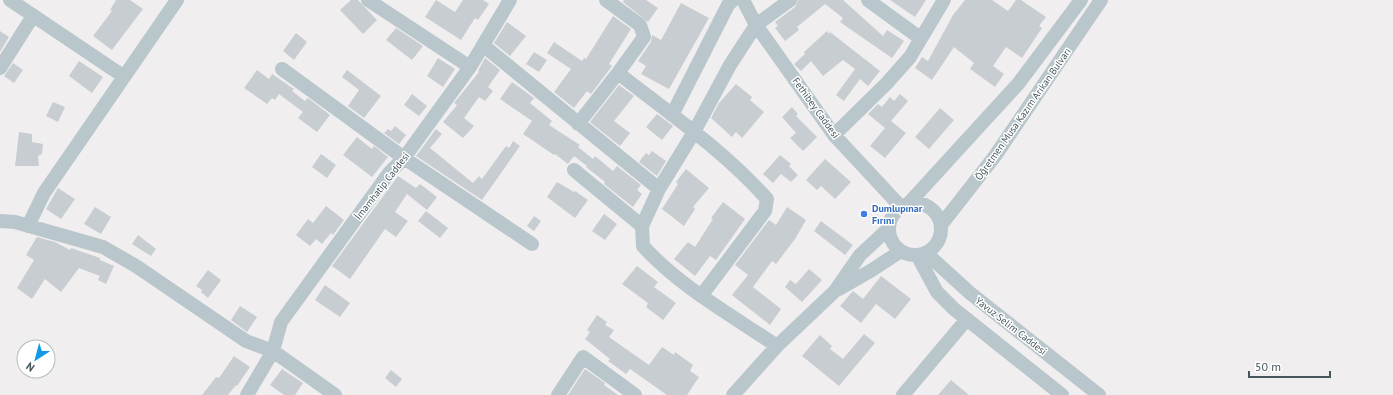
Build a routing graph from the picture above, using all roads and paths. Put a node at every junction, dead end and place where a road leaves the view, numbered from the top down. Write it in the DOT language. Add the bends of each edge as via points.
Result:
graph roads {
  1 [pos="10,0"];
  2 [pos="177,0"];
  3 [pos="368,0"];
  4 [pos="510,0"];
  5 [pos="606,0"];
  6 [pos="743,0"];
  7 [pos="790,0"];
  8 [pos="868,0"];
  9 [pos="944,0"];
  10 [pos="1081,0"];
  11 [pos="1101,0"];
  12 [pos="727,2"];
  13 [pos="33,16"];
  14 [pos="756,25"];
  15 [pos="920,38"];
  16 [pos="484,46"];
  17 [pos="470,66"];
  18 [pos="0,68"];
  19 [pos="282,69"];
  20 [pos="618,73"];
  21 [pos="123,76"];
  22 [pos="672,115"];
  23 [pos="578,124"];
  24 [pos="694,132"];
  25 [pos="834,135"];
  26 [pos="404,158"];
  27 [pos="573,171"];
  28 [pos="659,189"];
  29 [pos="905,205"];
  30 [pos="0,220"];
  31 [pos="941,225"];
  32 [pos="28,226"];
  33 [pos="642,226"];
  34 [pos="889,228"];
  35 [pos="532,244"];
  36 [pos="901,250"];
  37 [pos="921,254"];
  38 [pos="835,291"];
  39 [pos="701,296"];
  40 [pos="967,319"];
  41 [pos="777,346"];
  42 [pos="273,351"];
  43 [pos="1057,394"];
  44 [pos="247,395"];
  45 [pos="335,395"];
  46 [pos="558,395"];
  47 [pos="635,395"];
  48 [pos="733,395"];
  49 [pos="903,395"];
  50 [pos="1099,395"];
  1 -- 13 [label="street"];
  2 -- 21 [label="street"];
  3 -- 17 [label="street"];
  4 -- 16 [label="street, İmamhatip Caddesi"];
  5 -- 20 [label="street" via="640,25 644,37"];
  6 -- 14 [label="street, Fethibey Caddesi"];
  7 -- 14 [label="street"];
  8 -- 15 [label="street"];
  9 -- 15 [label="street"];
  10 -- 29 [label="street, Öğretmen Musa Kazım Arıkan Bulvarı" via="1018,84"];
  11 -- 31 [label="street, Öğretmen Musa Kazım Arıkan Bulvarı" via="995,156"];
  12 -- 22 [label="street"];
  13 -- 18 [label="street"];
  13 -- 21 [label="street"];
  14 -- 24 [label="street"];
  14 -- 25 [label="street, Fethibey Caddesi"];
  15 -- 25 [label="street" via="910,57 892,78"];
  16 -- 17 [label="street, İmamhatip Caddesi"];
  16 -- 23 [label="street"];
  17 -- 26 [label="street, İmamhatip Caddesi"];
  19 -- 26 [label="street"];
  20 -- 22 [label="street"];
  20 -- 23 [label="street"];
  21 -- 32 [label="street" via="44,193"];
  22 -- 24 [label="street"];
  23 -- 28 [label="street"];
  24 -- 28 [label="street"];
  24 -- 39 [label="street" via="767,199 765,211"];
  25 -- 29 [label="street, Fethibey Caddesi"];
  26 -- 35 [label="street"];
  26 -- 42 [label="street, İmamhatip Caddesi" via="389,173 281,322"];
  27 -- 33 [label="street"];
  28 -- 33 [label="street"];
  29 -- 31 [label="street" via="926,205 939,217"];
  29 -- 34 [label="street" via="895,212"];
  30 -- 32 [label="street"];
  31 -- 37 [label="street" via="938,242 933,248"];
  32 -- 42 [label="street" via="104,247 246,341"];
  33 -- 39 [label="street" via="643,246 660,264"];
  34 -- 36 [label="street" via="895,245"];
  34 -- 38 [label="street" via="860,255"];
  36 -- 37 [label="street"];
  36 -- 38 [label="street"];
  37 -- 40 [label="street" via="937,292"];
  37 -- 50 [label="street, Yavuz Selim Caddesi"];
  38 -- 41 [label="street"];
  39 -- 41 [label="street"];
  40 -- 43 [label="street"];
  40 -- 49 [label="street"];
  41 -- 48 [label="street"];
  42 -- 44 [label="street, İmamhatip Caddesi"];
  42 -- 45 [label="street"];
  46 -- 47 [label="street" via="583,357"];
}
☆ ☆ ☆
- [TASK GOAL]: Only the text of the material belongs in your copy, which must match the original exactly.

- [ANSWER SECTION]:
Build a routing graph from the picture above, using all roads and paths. Put a node at every junction, dead end and place where a road leaves the view, numbered from the top down. Write it in the DOT language. Add the bends of each edge as via points.
Result:
graph roads {
  1 [pos="10,0"];
  2 [pos="177,0"];
  3 [pos="368,0"];
  4 [pos="510,0"];
  5 [pos="606,0"];
  6 [pos="743,0"];
  7 [pos="790,0"];
  8 [pos="868,0"];
  9 [pos="944,0"];
  10 [pos="1081,0"];
  11 [pos="1101,0"];
  12 [pos="727,2"];
  13 [pos="33,16"];
  14 [pos="756,25"];
  15 [pos="920,38"];
  16 [pos="484,46"];
  17 [pos="470,66"];
  18 [pos="0,68"];
  19 [pos="282,69"];
  20 [pos="618,73"];
  21 [pos="123,76"];
  22 [pos="672,115"];
  23 [pos="578,124"];
  24 [pos="694,132"];
  25 [pos="834,135"];
  26 [pos="404,158"];
  27 [pos="573,171"];
  28 [pos="659,189"];
  29 [pos="905,205"];
  30 [pos="0,220"];
  31 [pos="941,225"];
  32 [pos="28,226"];
  33 [pos="642,226"];
  34 [pos="889,228"];
  35 [pos="532,244"];
  36 [pos="901,250"];
  37 [pos="921,254"];
  38 [pos="835,291"];
  39 [pos="701,296"];
  40 [pos="967,319"];
  41 [pos="777,346"];
  42 [pos="273,351"];
  43 [pos="1057,394"];
  44 [pos="247,395"];
  45 [pos="335,395"];
  46 [pos="558,395"];
  47 [pos="635,395"];
  48 [pos="733,395"];
  49 [pos="903,395"];
  50 [pos="1099,395"];
  1 -- 13 [label="street"];
  2 -- 21 [label="street"];
  3 -- 17 [label="street"];
  4 -- 16 [label="street, İmamhatip Caddesi"];
  5 -- 20 [label="street" via="640,25 644,37"];
  6 -- 14 [label="street, Fethibey Caddesi"];
  7 -- 14 [label="street"];
  8 -- 15 [label="street"];
  9 -- 15 [label="street"];
  10 -- 29 [label="street, Öğretmen Musa Kazım Arıkan Bulvarı" via="1018,84"];
  11 -- 31 [label="street, Öğretmen Musa Kazım Arıkan Bulvarı" via="995,156"];
  12 -- 22 [label="street"];
  13 -- 18 [label="street"];
  13 -- 21 [label="street"];
  14 -- 24 [label="street"];
  14 -- 25 [label="street, Fethibey Caddesi"];
  15 -- 25 [label="street" via="910,57 892,78"];
  16 -- 17 [label="street, İmamhatip Caddesi"];
  16 -- 23 [label="street"];
  17 -- 26 [label="street, İmamhatip Caddesi"];
  19 -- 26 [label="street"];
  20 -- 22 [label="street"];
  20 -- 23 [label="street"];
  21 -- 32 [label="street" via="44,193"];
  22 -- 24 [label="street"];
  23 -- 28 [label="street"];
  24 -- 28 [label="street"];
  24 -- 39 [label="street" via="767,199 765,211"];
  25 -- 29 [label="street, Fethibey Caddesi"];
  26 -- 35 [label="street"];
  26 -- 42 [label="street, İmamhatip Caddesi" via="389,173 281,322"];
  27 -- 33 [label="street"];
  28 -- 33 [label="street"];
  29 -- 31 [label="street" via="926,205 939,217"];
  29 -- 34 [label="street" via="895,212"];
  30 -- 32 [label="street"];
  31 -- 37 [label="street" via="938,242 933,248"];
  32 -- 42 [label="street" via="104,247 246,341"];
  33 -- 39 [label="street" via="643,246 660,264"];
  34 -- 36 [label="street" via="895,245"];
  34 -- 38 [label="street" via="860,255"];
  36 -- 37 [label="street"];
  36 -- 38 [label="street"];
  37 -- 40 [label="street" via="937,292"];
  37 -- 50 [label="street, Yavuz Selim Caddesi"];
  38 -- 41 [label="street"];
  39 -- 41 [label="street"];
  40 -- 43 [label="street"];
  40 -- 49 [label="street"];
  41 -- 48 [label="street"];
  42 -- 44 [label="street, İmamhatip Caddesi"];
  42 -- 45 [label="street"];
  46 -- 47 [label="street" via="583,357"];
}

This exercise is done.